See this Google maps link for a better appreciation of this hairpin-riddled pass!


----------



## Minisorella (Nov 17, 2018)

I've driven down Lombard Street in San Francisco but this one looks waaaay better :cool1:


----------



## GWAYGWAY (Nov 17, 2018)

GeoffL said:


> I think I'd like to give an honorable mention to the Pas de la Casa in Andorra. We drove that one last April on our way back into France. Most people now take the bypass tunnel, but I wanted to 'do' the pass for the experience. There is a level wild camping place at N 42.53278, E 1.69715, which I wanted to use but Jan overruled me as she wanted somewhere nearer the shops and restaurants. So we ended up in a car park in St. Julia de Loria (N 42.46582, E 1.49449), which has four dedicated camper bays with free EHU but it's on a slope. Just as well that Jan spoke up as, when I got sight of where I'd wanted to stop, it was covered in snow and the access road might have been closed. BTW, the drive over Pas de la Casa was made worse by low cloud -- for much of the way I couldn't see more than a few metres in front of the bonnet!
> 
> See this Google maps link for a better appreciation of this hairpin-riddled pass!

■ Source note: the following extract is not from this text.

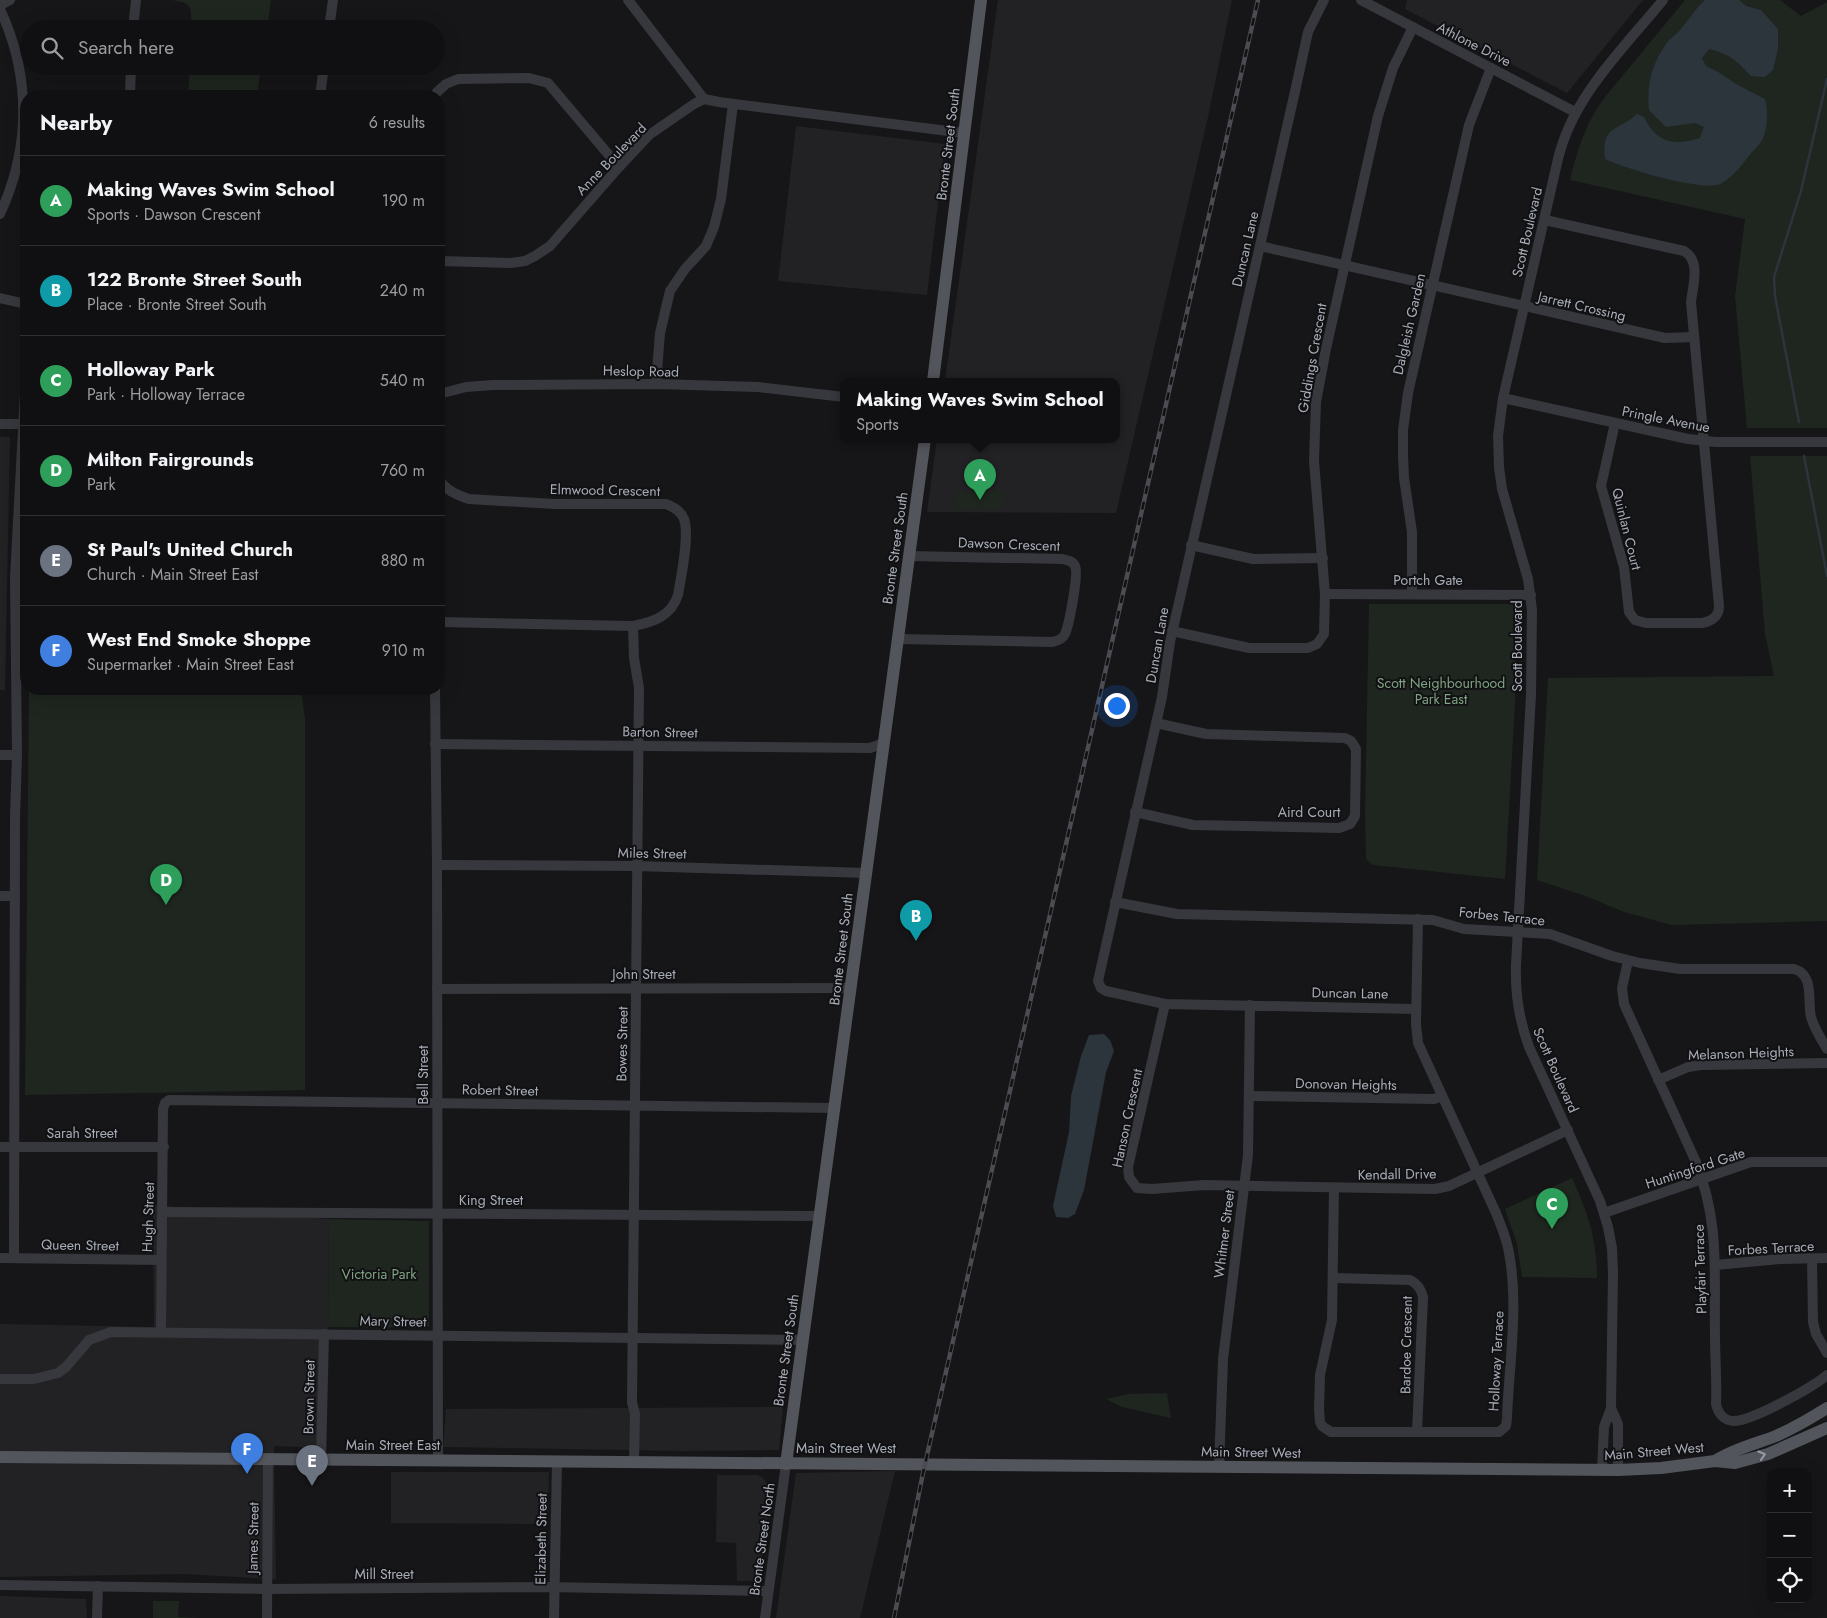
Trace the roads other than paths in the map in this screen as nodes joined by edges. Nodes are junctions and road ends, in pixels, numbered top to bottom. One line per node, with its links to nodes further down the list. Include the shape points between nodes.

I went up there  at new year as I didnt know the tunnel went to the same place  or would be it be very dear.  I wended my way up with no problems in the 6 foot snowcuts, but the only problems were the idiots parking by those that went skiing and left the cars anywhere it was not a snowdrift..  It was interesting  probably more so than in April . I did like the price of the fuel at 88c per litre unfortunately I was  mostly filled up,  next time  I will be  nearly empty.


----------